Welcome to Eureka Street

back to site

AUSTRALIA

Overplaying the Immigration Minister's trump card

  • 29 October 2014

Former Immigration Minister Senator Chris Evans once commented that he was concerned about how much personal power was vested in his position when making decisions about particular cases. He wanted to reduce that power and make the process more accountable and transparent. 

In the Migration Act, there are a number of personal non-reviewable powers of the Minister to intervene in a case. Some relate to the ability to make any application at all, while others have to do with the overturning an adverse decision of a Tribunal. 

A common criticism of these powers is that they are arbitrary and opaque in operation.
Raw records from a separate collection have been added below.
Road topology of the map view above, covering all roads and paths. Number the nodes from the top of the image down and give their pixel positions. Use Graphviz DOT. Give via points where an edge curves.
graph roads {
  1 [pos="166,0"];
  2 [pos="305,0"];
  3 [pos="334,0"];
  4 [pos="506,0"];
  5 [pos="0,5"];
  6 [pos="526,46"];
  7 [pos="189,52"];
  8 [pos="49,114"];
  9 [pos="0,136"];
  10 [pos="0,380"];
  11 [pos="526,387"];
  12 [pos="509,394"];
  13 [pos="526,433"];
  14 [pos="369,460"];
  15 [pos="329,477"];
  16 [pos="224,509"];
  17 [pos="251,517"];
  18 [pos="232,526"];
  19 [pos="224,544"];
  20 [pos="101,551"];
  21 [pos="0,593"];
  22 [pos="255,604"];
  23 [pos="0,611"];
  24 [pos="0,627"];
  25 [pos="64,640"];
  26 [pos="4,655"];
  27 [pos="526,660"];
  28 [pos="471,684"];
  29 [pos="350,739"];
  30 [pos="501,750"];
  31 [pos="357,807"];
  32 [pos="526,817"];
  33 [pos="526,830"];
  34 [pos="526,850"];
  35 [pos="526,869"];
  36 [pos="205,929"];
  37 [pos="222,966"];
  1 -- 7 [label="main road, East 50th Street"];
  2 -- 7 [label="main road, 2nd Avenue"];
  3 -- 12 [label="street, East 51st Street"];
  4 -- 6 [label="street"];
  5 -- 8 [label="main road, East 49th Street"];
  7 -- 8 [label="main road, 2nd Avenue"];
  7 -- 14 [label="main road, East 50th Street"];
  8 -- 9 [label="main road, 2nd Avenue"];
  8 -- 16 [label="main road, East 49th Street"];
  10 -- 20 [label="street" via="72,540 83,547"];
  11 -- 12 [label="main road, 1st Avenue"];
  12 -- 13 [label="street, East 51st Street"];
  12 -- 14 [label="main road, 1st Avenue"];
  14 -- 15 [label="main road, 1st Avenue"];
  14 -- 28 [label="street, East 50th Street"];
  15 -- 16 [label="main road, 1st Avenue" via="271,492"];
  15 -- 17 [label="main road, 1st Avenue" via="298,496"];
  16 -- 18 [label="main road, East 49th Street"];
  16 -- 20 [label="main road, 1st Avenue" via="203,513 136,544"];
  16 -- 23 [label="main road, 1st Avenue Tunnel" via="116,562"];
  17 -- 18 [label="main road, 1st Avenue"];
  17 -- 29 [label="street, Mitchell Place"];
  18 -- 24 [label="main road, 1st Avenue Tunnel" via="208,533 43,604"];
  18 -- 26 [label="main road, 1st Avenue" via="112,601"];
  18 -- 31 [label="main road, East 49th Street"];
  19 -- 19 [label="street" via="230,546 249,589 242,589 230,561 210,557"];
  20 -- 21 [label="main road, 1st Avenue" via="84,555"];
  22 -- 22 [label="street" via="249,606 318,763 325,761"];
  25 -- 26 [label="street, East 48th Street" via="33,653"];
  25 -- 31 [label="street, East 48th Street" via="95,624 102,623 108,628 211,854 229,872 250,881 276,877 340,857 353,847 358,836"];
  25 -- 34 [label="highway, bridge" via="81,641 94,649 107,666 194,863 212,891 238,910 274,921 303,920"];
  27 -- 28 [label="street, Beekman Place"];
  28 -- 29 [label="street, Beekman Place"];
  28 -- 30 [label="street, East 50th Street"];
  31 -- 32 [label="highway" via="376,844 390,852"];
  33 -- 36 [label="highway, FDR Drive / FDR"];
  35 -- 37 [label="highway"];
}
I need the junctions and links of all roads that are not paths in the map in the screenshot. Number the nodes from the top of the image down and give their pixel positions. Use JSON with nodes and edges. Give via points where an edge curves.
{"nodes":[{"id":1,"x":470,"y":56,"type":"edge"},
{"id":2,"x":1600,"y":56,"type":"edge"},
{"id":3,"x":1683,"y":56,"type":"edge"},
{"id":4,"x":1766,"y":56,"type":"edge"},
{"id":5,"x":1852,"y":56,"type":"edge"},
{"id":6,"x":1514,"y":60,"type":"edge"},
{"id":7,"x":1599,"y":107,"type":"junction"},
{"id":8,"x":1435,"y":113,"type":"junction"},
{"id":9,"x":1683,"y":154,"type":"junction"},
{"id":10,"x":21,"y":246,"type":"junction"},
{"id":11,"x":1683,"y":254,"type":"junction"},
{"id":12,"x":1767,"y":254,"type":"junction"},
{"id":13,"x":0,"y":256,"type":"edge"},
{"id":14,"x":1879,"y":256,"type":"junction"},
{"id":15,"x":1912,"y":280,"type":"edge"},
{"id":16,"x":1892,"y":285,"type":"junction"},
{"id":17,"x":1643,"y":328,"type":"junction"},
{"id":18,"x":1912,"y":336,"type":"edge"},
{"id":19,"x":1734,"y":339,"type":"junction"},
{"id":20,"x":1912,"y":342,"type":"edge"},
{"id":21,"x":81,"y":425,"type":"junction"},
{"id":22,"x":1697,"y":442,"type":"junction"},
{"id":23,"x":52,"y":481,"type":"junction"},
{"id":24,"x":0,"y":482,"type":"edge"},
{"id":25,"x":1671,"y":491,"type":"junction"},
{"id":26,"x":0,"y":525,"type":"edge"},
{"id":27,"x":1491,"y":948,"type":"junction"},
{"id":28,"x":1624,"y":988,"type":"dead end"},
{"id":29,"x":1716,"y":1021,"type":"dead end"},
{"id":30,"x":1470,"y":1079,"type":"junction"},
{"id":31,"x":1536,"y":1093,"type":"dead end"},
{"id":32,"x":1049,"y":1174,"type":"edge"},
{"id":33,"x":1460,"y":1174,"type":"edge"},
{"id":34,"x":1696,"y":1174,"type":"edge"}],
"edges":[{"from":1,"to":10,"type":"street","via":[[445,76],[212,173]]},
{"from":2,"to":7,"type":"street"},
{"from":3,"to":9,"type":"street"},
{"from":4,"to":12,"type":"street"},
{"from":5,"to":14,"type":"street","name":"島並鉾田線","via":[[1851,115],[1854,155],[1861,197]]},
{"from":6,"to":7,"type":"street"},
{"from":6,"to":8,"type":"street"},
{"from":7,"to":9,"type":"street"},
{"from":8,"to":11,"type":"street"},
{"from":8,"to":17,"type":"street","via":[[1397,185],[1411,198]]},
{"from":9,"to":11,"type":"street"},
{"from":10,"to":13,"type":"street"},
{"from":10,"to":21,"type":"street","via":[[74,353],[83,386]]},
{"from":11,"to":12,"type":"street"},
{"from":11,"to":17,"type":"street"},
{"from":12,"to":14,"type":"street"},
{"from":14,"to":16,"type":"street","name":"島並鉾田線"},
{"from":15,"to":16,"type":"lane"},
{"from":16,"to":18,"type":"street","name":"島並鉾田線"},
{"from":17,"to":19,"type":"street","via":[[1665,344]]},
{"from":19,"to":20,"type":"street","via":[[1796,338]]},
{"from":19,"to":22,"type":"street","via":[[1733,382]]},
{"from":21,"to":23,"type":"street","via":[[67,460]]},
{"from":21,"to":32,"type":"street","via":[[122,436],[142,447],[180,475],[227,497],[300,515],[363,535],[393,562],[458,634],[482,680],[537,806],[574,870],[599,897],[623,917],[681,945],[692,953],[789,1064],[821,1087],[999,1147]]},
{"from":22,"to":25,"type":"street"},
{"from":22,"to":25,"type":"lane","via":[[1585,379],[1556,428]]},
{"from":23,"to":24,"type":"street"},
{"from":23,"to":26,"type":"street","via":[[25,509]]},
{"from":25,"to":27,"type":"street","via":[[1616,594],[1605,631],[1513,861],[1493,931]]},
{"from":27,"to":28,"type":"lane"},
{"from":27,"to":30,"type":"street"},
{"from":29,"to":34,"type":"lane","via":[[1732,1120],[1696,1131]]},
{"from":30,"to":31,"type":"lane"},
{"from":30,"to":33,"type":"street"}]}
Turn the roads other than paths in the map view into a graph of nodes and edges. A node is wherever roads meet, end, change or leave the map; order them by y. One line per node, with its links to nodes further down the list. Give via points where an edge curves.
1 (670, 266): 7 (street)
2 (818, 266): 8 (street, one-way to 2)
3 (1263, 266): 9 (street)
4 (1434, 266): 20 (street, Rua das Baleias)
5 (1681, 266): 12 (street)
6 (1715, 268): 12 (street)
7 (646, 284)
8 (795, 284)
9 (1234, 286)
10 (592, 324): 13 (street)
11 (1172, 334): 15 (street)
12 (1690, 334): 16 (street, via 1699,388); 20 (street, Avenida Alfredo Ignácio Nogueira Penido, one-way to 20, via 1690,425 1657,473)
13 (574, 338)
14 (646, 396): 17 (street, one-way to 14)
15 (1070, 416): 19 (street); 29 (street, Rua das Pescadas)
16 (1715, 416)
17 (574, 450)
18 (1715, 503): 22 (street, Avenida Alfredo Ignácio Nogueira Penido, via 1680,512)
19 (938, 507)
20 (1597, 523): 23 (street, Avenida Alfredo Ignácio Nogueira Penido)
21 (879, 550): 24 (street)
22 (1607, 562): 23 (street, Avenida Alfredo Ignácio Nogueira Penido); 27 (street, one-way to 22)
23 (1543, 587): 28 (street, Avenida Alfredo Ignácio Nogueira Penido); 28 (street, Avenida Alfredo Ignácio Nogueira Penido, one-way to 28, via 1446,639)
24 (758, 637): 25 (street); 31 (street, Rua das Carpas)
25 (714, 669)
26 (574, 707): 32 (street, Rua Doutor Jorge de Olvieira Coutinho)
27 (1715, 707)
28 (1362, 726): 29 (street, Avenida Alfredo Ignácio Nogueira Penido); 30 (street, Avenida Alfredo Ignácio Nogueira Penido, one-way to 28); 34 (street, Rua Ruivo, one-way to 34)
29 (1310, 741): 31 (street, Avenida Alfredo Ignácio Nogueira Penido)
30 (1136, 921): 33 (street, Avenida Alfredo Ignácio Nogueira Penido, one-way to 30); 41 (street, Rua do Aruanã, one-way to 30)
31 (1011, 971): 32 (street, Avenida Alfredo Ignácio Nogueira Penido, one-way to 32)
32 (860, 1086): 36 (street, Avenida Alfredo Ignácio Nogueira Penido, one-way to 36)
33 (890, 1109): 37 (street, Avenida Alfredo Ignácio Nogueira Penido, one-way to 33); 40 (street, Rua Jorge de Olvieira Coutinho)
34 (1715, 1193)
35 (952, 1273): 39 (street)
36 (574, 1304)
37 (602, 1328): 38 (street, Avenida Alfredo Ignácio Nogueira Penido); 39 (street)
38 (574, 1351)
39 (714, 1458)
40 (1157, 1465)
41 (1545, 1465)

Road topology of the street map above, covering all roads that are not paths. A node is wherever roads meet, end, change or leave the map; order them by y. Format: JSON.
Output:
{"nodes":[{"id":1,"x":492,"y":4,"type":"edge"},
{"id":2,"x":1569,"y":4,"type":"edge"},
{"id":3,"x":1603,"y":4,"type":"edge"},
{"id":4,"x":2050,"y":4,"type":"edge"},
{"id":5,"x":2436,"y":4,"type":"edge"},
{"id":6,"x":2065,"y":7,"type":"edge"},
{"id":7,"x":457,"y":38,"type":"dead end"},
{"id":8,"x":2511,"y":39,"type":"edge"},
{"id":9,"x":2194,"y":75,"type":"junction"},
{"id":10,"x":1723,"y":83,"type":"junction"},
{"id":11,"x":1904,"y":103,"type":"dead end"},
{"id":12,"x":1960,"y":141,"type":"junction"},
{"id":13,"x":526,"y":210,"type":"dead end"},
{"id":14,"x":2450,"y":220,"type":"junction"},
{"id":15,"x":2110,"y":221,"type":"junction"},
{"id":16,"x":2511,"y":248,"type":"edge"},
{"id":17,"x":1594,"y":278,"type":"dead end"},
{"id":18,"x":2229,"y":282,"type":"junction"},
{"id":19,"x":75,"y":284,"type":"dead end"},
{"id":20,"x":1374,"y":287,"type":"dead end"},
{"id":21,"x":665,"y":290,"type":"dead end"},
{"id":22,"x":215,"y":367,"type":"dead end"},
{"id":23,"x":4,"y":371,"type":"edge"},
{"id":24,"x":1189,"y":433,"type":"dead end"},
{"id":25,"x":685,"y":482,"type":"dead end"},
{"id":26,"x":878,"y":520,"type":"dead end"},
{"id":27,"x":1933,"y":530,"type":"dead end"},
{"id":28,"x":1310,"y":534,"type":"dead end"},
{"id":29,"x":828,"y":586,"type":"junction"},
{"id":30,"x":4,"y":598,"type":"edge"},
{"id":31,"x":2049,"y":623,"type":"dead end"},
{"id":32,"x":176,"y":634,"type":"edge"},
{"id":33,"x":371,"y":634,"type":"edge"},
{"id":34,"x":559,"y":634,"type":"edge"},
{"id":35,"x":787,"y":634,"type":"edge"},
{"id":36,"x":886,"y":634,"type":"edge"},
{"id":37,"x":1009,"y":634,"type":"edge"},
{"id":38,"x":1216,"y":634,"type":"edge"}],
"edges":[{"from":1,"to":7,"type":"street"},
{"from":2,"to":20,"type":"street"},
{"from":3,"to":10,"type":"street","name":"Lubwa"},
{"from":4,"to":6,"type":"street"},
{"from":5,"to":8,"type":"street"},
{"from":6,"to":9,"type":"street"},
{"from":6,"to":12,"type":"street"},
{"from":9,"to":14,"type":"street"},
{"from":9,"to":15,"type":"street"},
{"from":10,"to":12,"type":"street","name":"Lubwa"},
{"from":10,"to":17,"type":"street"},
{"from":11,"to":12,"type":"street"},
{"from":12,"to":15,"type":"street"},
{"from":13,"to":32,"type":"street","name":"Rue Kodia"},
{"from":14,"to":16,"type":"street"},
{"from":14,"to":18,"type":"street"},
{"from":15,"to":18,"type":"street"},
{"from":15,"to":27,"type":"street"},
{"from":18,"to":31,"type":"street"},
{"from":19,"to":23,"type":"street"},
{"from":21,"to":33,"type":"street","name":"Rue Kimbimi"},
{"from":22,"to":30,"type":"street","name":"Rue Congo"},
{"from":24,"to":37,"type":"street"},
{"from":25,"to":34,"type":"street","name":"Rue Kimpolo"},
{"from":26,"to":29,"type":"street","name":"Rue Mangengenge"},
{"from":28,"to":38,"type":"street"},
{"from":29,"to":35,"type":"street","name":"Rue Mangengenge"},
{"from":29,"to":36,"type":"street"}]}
The Minister can do whatever he or she likes, without legal reasoning, or even logic, safe in the knowledge that their decision cannot be reviewed in the Courts. Whilst it is good to have a form of safety valve for the difficult and complex cases, there is reason to be concerned about the lack of transparency in such processes.

The current Minister, on the other hand, is trying to increase the number of such powers, and is more likely to use the ministerial trump card to avoid judicial scrutiny. In a parliamentary system that relies on the checks and balances between the Parliament, Executive and Judiciary, it is not good for a liberal democracy when one arm of government is able to successively trump the others.

The case of a Pakistani Shia Hazara known as S297, currently before the High Court, is ONE example. Mr S297 arrived by boat in May 2012, claiming persecution as a Hazara because of his race and religion (Shia) from the Pakistani Taliban. He was found to meet the refugee definition by the Refugee Review Tribunal because he was a Hazara Shia, but the change in Government meant he was not granted a permanent visa and, in March 2014, the Minister ‘capped’ or limited the number of permanent visas to be granted under s85 until the TPV was reintroduced. This meant that Mr S2976 had to wait in detention until his case was reached. A very long wait was likely.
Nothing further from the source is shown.